%%

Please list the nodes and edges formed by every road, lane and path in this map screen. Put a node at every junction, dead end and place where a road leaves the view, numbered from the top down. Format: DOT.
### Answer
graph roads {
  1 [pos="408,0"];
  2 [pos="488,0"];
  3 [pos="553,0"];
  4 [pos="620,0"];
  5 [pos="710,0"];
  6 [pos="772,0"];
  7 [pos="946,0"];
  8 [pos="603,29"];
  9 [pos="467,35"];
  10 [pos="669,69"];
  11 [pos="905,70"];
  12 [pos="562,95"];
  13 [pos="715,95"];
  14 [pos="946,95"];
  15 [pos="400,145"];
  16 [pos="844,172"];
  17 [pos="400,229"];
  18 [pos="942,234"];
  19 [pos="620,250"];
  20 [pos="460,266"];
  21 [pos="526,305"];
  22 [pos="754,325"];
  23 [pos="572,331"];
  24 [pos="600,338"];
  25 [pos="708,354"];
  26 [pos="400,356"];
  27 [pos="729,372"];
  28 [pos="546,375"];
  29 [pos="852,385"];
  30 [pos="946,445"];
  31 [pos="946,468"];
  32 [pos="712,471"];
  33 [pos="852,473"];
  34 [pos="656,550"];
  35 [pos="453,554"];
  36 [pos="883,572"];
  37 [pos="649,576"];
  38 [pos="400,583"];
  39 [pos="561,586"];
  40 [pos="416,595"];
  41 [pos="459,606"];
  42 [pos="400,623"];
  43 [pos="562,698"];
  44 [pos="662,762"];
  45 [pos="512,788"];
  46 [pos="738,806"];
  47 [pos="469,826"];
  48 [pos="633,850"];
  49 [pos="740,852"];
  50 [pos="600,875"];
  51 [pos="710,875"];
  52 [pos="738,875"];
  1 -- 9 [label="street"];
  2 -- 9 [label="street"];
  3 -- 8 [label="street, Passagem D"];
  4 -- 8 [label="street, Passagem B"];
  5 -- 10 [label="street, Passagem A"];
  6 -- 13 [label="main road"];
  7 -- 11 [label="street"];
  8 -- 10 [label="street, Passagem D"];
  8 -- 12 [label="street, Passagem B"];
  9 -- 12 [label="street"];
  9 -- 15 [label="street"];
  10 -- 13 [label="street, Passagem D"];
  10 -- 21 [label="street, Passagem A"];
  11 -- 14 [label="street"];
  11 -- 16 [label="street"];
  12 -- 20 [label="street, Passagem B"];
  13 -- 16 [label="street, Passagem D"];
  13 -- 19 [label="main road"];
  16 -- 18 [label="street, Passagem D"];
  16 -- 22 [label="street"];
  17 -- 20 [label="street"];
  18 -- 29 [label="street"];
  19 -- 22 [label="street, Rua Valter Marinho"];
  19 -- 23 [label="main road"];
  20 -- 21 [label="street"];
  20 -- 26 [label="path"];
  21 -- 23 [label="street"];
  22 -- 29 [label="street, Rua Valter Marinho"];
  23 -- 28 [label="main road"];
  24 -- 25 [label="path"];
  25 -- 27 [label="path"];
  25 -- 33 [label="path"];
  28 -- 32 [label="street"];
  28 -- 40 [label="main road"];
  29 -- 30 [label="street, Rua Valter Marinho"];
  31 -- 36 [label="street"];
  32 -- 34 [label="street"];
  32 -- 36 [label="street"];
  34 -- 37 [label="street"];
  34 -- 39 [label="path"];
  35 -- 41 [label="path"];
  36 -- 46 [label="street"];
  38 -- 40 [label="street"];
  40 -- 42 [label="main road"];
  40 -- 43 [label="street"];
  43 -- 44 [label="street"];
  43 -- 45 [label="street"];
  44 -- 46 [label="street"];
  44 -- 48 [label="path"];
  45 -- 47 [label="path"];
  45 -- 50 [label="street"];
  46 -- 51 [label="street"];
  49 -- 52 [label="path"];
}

%%

### What this task involves
Using the data above, show each line where "Marinho" occurs.

### Solution below
  19 -- 22 [label="street, Rua Valter Marinho"];
  22 -- 29 [label="street, Rua Valter Marinho"];
  29 -- 30 [label="street, Rua Valter Marinho"];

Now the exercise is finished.